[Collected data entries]
****************
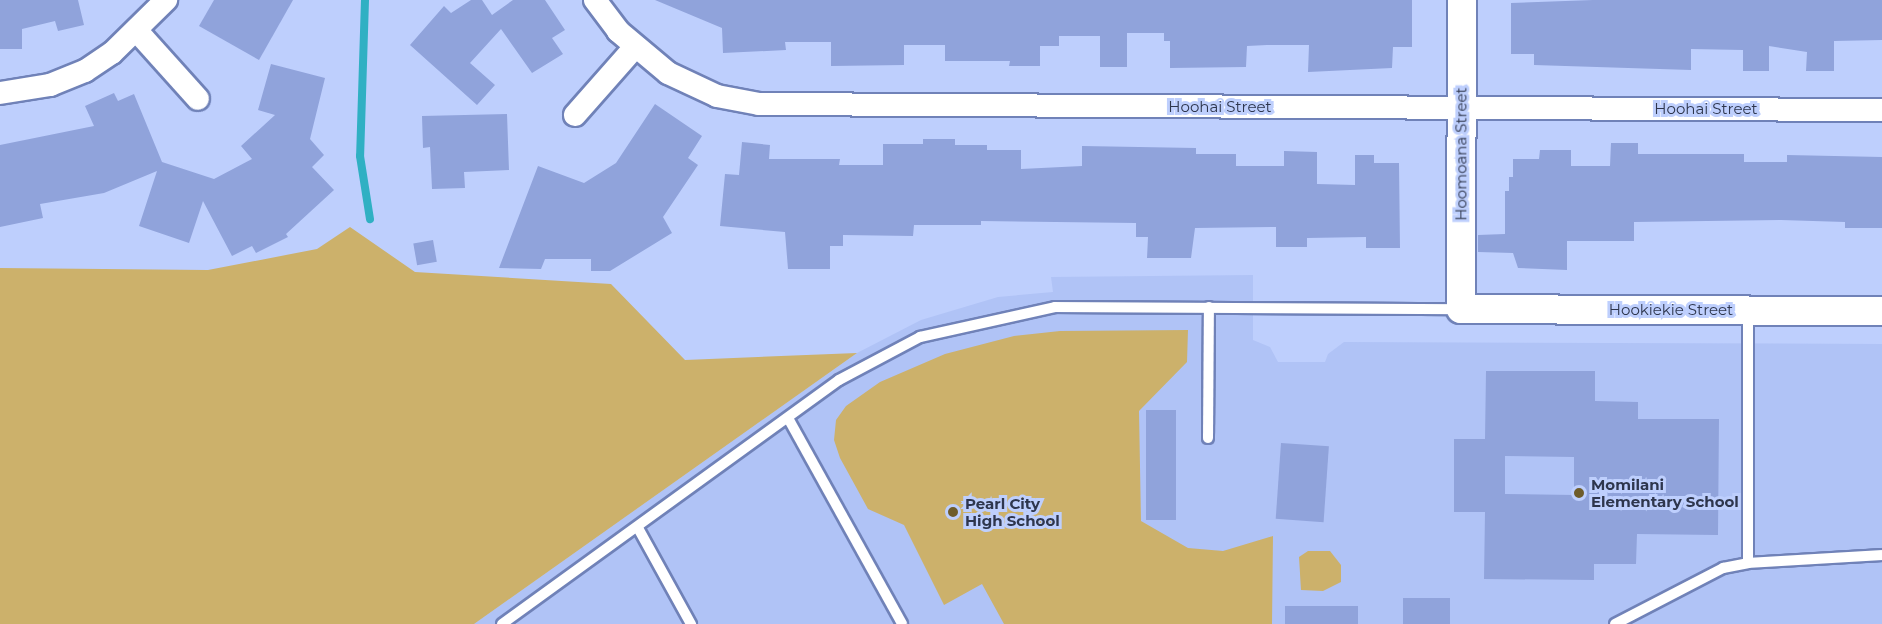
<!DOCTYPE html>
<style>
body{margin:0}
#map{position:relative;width:1882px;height:624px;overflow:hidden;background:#becffd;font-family:Montserrat,sans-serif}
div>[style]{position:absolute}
.built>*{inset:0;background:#b0c3f6}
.green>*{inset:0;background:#ccb16b}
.stream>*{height:8px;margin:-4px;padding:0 4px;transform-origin:4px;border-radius:4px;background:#30b0c3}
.building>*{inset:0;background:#90a3db;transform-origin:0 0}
.roads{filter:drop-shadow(2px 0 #7082b8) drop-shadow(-2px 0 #7082b8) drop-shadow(0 2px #7082b8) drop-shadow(0 -2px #7082b8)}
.service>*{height:10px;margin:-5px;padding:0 5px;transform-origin:5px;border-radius:5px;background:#fff}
.minor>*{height:22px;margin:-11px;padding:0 11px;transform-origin:11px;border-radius:11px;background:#fff}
.tertiary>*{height:28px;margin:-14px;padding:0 14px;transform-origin:14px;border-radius:14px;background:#fff}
.dots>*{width:16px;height:16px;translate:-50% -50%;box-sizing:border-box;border:3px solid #becffd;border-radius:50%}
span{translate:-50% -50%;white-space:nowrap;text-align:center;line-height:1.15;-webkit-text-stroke:6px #becffd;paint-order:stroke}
.street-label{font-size:15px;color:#2e364d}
.poi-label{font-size:15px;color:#2e364d;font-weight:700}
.left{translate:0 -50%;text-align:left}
</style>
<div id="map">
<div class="built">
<i style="clip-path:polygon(1253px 275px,1253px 340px,1270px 347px,1278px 362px,1325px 362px,1328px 354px,1344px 342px,1882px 344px,1882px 624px,474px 624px,857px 353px,921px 320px,998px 297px,1053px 292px,1051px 277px)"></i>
</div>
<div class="green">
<i style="clip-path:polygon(350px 227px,415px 272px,611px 284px,685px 360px,857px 353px,474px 624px,0 624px,0 268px,208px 270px,317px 249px)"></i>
<i style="clip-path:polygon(1188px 330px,1187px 362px,1139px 411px,1141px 521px,1188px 548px,1223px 551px,1273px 536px,1272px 624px,1004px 624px,982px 584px,944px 605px,904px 525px,868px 509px,840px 458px,834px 440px,836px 420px,846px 406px,880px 382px,945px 354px,1014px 336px,1060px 331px)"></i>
<i style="clip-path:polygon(1308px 551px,1330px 551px,1341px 565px,1341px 582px,1323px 591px,1301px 590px,1299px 557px)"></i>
</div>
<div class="stream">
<i style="left:365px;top:0;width:156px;rotate:91.8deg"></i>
<i style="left:360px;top:156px;width:64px;rotate:81deg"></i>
</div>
<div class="building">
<i style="clip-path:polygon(0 0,78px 0,84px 25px,58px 31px,55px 21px,22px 29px,22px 49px,0 49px)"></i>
<i style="clip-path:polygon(214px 0,293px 0,259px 60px,199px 26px)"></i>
<i style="clip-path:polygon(471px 0,482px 0,492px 15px,513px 0,545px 0,565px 30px,552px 38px,563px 54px,532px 73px,501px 29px,470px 63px,495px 85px,477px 105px,410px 45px,444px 6px,451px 13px)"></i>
<i style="clip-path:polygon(655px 0,1412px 0,1412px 47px,1393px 47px,1392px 68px,1308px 72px,1309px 45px,1267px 45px,1247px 46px,1246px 67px,1170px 68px,1170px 41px,1164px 41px,1164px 33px,1127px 33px,1127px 67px,1100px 67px,1100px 36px,1059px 36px,1059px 46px,1040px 46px,1040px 66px,1009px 66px,1010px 61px,945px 61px,945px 45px,904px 45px,904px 65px,831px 66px,831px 42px,785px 42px,786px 50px,723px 53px,722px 28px)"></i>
<i style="clip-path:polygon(1593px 0,1882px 0,1882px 40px,1834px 41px,1834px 71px,1806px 71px,1807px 52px,1769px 46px,1769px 71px,1743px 71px,1743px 50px,1691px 49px,1691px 70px,1534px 65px,1534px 54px,1511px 54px,1511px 3px)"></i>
<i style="clip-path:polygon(271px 64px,325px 78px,310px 139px,324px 155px,312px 167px,334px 190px,286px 234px,288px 237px,256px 253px,252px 246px,232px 256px,203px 201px,189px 243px,139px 226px,157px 171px,104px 193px,40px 204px,43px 218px,0 227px,0 145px,94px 126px,85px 106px,114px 93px,118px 101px,134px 94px,162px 162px,214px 179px,252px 159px,241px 146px,275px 115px,258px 110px)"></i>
<i style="clip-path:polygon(655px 104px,702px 136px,688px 158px,698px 165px,663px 217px,672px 233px,610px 271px,591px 271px,591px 259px,545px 259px,541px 269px,499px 268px,538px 166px,584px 183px,616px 163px)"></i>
<i style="clip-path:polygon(507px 114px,509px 170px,464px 172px,465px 188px,432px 189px,430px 147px,423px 148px,422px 116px)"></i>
<i style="clip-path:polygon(923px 139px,955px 139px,955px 145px,987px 145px,987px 150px,1021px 150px,1021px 169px,1082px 166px,1082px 146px,1196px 148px,1196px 154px,1236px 154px,1236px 166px,1284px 166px,1284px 151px,1317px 152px,1317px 184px,1355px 185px,1355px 155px,1374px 155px,1374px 163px,1399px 163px,1400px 248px,1366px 248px,1366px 237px,1307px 238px,1307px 247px,1276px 247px,1276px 227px,1195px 228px,1191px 258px,1147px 258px,1148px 237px,1136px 237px,1136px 223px,981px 221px,981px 225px,914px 225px,913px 236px,843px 235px,843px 246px,830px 246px,830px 269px,788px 269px,785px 232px,720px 226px,725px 174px,739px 175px,742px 142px,770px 145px,769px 159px,840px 159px,839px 165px,883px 165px,883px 144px,923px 144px)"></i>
<i style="clip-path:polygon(1611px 143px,1638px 143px,1638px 154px,1744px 154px,1744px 162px,1787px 162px,1787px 155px,1882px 157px,1882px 228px,1845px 228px,1845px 222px,1781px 220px,1634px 222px,1634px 241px,1567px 241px,1567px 270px,1518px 268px,1513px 253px,1478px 252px,1478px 235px,1505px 234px,1505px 191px,1509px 191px,1509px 177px,1513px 177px,1513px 159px,1539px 159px,1540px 150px,1571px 150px,1571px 166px,1610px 166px)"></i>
<i style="left:433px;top:240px;width:22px;height:20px;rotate:80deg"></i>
<i style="clip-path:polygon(evenodd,1486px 371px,1595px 371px,1595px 401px,1638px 402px,1638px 419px,1719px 419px,1718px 535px,1637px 534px,1636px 564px,1594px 564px,1594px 580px,1484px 579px,1485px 512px,1454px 512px,1454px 439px,1485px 439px,1486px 371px,1505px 456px,1574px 457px,1574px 495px,1505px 494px,1505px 456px)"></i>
<i style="left:1146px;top:410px;width:30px;height:110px"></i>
<i style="left:1281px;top:443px;width:48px;height:76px;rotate:4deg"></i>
<i style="left:1403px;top:598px;width:47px;height:26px"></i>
<i style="left:1285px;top:606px;width:73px;height:18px"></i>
</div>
<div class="roads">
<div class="service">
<i style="left:1748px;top:311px;width:252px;rotate:90deg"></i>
<i style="left:1748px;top:563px;width:134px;rotate:-3.4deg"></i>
<i style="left:788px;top:418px;width:235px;rotate:61deg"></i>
<i style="left:1208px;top:438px;width:131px;rotate:-89.6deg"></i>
<i style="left:638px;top:528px;width:110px;rotate:61.1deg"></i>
<i style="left:502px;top:624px;width:416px;rotate:-35.9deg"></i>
<i style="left:839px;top:380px;width:92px;rotate:-28deg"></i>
<i style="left:920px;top:337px;width:138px;rotate:-12.5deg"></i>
<i style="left:1055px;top:307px;width:405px;rotate:0.3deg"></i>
<i style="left:1615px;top:624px;width:122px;rotate:-27.4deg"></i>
<i style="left:1723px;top:568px;width:25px;rotate:-11deg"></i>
</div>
<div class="minor">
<i style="left:595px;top:0;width:39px;rotate:53deg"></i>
<i style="left:618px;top:31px;width:65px;rotate:40deg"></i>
<i style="left:668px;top:73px;width:54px;rotate:25.1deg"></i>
<i style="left:717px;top:96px;width:43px;rotate:10.8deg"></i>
<i style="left:759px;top:104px;width:1123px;rotate:0.31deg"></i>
<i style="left:137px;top:31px;width:91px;rotate:48.1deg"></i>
<i style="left:0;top:93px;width:51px;rotate:-9.1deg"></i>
<i style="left:50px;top:85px;width:38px;rotate:-22deg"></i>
<i style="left:85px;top:71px;width:32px;rotate:-34deg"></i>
<i style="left:112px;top:53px;width:76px;rotate:-44.5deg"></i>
<i style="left:575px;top:115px;width:91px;rotate:-48.6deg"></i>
</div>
<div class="tertiary">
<i style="left:1462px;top:0;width:309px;rotate:90.2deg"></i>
<i style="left:1461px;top:309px;width:421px;rotate:0.3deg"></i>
</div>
</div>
<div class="dots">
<i style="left:1579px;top:493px;background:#6e5c2a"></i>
<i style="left:953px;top:512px;background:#6e5c2a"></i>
</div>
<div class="street-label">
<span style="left:1220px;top:107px">Hoohai Street</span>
<span style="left:1706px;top:109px">Hoohai Street</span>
<span style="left:1461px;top:154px;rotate:-90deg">Hoomoana Street</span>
<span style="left:1671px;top:310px">Hookiekie Street</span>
</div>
<div class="poi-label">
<span class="left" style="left:1591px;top:493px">Momilani<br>Elementary School</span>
<span class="left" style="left:965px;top:512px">Pearl City<br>High School</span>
</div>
</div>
****************
* _WHAT THE EXERCISE ASKS_: From the entries above, copy each line holding "stream".

* _SOLUTION_:
.stream>*{height:8px;margin:-4px;padding:0 4px;transform-origin:4px;border-radius:4px;background:#30b0c3}
<div class="stream">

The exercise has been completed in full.